**Your objective**
Lines with "dead": please show every one of them from the listing below.

**Supplied data**

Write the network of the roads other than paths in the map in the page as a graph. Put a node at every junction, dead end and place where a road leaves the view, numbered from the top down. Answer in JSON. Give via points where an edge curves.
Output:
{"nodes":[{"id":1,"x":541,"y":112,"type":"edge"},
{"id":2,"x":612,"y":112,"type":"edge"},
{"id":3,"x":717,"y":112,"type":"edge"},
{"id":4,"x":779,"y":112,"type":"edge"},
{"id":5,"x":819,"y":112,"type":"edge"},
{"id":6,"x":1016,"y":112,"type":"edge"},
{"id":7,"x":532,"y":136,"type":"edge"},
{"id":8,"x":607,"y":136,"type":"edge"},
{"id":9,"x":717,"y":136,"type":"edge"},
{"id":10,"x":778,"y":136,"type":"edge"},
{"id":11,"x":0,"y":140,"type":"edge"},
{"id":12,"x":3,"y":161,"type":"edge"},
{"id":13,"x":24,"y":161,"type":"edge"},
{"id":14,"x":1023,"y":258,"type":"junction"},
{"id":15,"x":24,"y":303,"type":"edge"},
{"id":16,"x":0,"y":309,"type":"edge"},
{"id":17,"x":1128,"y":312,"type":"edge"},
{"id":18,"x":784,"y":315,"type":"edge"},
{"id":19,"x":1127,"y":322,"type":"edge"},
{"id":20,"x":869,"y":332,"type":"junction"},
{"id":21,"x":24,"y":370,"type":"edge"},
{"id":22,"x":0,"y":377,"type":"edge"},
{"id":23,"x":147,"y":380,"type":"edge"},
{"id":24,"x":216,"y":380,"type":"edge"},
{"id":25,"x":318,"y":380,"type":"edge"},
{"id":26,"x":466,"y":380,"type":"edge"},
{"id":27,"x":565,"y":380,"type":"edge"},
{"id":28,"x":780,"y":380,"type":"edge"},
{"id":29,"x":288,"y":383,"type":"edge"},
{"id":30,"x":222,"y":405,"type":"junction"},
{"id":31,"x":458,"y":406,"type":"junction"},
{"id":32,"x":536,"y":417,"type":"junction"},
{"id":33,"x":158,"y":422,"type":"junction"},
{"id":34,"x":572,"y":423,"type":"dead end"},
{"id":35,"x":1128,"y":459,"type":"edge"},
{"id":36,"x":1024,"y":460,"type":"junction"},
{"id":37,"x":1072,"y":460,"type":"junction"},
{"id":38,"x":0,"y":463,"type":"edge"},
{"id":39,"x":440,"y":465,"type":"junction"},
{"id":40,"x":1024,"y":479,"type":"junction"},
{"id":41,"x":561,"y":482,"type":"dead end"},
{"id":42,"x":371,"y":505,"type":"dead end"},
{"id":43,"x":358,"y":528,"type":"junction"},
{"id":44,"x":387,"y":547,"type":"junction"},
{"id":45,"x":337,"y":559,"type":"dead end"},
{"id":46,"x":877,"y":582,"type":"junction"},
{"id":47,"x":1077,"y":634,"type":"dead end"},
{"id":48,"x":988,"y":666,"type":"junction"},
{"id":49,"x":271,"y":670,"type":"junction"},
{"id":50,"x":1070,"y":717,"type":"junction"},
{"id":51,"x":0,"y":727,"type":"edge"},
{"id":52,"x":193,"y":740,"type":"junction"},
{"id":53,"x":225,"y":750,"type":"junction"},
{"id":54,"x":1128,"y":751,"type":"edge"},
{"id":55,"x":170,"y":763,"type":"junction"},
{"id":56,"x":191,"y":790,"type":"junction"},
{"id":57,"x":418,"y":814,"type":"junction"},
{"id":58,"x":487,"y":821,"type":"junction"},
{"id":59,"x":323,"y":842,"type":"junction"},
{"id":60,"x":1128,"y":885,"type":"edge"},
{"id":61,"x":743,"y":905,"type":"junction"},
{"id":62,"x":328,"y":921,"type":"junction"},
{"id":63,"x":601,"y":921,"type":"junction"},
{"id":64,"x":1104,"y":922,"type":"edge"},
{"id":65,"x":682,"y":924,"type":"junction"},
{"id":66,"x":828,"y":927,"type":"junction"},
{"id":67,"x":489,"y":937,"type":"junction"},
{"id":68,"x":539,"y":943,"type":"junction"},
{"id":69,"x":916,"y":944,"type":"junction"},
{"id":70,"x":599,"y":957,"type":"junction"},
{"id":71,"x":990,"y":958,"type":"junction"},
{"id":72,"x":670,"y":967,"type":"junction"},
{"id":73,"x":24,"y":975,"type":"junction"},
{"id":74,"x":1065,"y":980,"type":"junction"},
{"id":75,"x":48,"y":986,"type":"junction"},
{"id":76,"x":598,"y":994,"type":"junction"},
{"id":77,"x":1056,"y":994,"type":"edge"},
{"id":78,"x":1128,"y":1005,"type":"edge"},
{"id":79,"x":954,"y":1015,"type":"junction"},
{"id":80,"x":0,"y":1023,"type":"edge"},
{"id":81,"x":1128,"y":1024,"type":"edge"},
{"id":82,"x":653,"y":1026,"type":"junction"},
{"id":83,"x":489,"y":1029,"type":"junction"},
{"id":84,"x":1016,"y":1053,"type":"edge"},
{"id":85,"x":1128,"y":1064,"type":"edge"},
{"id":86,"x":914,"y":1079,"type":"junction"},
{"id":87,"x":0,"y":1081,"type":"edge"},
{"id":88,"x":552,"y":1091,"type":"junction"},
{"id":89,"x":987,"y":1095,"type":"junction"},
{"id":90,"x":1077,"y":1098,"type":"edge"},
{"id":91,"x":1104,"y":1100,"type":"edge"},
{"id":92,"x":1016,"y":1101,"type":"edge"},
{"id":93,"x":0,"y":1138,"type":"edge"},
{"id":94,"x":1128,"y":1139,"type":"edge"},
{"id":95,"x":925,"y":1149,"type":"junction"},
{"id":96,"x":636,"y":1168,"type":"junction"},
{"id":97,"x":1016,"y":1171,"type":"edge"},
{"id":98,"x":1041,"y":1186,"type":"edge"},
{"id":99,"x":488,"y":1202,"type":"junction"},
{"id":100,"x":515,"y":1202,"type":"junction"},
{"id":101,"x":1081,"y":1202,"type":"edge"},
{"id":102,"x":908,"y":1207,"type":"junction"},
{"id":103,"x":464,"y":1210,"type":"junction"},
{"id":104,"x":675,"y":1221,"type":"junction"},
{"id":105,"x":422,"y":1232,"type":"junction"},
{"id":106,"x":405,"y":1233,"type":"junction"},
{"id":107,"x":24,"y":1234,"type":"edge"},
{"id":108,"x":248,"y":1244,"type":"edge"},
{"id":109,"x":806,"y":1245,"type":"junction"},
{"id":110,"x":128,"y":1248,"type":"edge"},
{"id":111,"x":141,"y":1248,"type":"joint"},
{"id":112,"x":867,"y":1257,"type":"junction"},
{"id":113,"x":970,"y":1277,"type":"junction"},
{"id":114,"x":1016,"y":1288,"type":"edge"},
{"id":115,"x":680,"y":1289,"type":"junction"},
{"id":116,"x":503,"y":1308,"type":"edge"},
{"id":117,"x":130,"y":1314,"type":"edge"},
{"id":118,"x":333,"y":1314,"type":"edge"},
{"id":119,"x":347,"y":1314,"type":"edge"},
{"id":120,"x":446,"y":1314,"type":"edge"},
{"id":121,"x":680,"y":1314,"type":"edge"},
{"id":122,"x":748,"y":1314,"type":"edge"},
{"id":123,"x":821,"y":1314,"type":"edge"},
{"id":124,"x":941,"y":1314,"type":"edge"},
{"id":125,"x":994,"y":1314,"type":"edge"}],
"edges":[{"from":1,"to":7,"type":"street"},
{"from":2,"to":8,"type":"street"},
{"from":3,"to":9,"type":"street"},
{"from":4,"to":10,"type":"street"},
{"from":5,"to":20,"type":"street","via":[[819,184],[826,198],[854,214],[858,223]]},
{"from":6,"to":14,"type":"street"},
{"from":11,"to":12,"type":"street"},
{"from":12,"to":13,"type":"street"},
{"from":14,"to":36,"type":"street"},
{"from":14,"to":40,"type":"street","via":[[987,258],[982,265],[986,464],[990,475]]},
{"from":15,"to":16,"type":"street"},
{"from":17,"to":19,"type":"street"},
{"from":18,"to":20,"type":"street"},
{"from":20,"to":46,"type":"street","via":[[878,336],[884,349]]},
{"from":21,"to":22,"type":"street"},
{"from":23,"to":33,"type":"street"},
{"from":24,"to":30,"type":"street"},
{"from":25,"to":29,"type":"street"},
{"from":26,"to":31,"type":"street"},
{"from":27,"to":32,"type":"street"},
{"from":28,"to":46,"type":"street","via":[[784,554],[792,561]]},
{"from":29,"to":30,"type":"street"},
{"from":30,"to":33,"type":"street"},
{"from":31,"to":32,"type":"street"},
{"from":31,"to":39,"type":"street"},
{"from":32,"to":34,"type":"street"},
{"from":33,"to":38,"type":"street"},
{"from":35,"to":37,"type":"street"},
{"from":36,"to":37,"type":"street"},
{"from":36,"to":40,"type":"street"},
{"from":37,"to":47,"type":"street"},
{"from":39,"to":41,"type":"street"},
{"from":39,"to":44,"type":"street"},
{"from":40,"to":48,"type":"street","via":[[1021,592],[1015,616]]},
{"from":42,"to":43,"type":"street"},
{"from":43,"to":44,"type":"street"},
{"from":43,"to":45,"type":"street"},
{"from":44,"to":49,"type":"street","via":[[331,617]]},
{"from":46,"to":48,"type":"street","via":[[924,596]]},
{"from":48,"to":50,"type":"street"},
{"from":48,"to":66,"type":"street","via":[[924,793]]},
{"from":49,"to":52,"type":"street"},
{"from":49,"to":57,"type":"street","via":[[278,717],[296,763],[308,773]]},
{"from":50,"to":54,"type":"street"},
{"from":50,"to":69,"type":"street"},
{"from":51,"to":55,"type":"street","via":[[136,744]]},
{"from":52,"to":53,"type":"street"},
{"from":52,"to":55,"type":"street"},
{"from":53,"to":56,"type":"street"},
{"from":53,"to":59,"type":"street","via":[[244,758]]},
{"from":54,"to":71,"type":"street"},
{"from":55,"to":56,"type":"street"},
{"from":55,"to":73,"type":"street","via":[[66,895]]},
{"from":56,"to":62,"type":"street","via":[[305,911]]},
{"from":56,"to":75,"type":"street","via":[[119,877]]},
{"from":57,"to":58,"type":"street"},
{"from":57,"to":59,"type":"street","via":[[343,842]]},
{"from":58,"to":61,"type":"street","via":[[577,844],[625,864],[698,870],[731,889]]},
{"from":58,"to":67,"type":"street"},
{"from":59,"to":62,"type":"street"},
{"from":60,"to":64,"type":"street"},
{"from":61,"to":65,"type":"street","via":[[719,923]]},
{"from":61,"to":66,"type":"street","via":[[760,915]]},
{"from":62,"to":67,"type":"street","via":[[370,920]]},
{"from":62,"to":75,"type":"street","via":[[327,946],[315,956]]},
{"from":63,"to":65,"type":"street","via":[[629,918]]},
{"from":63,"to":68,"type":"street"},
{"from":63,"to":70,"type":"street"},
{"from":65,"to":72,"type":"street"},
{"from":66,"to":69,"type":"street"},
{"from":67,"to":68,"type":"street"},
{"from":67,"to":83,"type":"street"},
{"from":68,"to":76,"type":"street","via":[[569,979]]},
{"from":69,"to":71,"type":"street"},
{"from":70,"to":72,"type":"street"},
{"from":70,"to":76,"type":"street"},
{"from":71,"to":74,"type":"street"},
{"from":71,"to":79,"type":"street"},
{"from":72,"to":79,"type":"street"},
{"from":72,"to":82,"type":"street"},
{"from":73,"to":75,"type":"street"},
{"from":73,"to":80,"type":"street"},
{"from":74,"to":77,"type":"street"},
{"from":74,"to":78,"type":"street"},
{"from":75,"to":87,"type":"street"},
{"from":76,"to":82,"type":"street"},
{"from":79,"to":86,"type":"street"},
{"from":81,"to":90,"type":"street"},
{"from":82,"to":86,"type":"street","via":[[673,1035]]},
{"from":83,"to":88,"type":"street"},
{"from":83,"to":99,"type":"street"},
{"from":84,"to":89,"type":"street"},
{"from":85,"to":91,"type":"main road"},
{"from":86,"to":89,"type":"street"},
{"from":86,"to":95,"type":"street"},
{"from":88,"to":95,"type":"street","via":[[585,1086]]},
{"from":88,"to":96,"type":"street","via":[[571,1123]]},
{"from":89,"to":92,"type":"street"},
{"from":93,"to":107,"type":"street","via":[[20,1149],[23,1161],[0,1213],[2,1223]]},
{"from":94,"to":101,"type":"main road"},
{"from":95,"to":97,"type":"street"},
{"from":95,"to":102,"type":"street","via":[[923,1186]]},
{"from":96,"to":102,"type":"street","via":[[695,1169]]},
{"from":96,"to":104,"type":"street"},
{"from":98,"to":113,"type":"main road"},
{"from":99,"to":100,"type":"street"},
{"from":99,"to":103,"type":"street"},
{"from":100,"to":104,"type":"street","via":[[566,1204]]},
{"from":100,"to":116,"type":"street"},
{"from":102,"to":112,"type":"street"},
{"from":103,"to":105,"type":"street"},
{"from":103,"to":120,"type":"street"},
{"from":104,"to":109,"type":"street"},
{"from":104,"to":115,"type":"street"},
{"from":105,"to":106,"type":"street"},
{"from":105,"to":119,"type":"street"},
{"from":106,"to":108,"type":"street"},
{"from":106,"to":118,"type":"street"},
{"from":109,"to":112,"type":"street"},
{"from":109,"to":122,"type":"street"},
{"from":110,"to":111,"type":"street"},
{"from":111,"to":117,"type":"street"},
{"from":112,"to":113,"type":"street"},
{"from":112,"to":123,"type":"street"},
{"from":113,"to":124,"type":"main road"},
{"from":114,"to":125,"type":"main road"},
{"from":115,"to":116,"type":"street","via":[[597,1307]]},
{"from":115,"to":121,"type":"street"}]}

**Written answer**
Write the network of the roads other than paths in the map in the page as a graph. Put a node at every junction, dead end and place where a road leaves the view, numbered from the top down. Answer in JSON. Give via points where an edge curves.
{"id":34,"x":572,"y":423,"type":"dead end"},
{"id":41,"x":561,"y":482,"type":"dead end"},
{"id":42,"x":371,"y":505,"type":"dead end"},
{"id":45,"x":337,"y":559,"type":"dead end"},
{"id":47,"x":1077,"y":634,"type":"dead end"},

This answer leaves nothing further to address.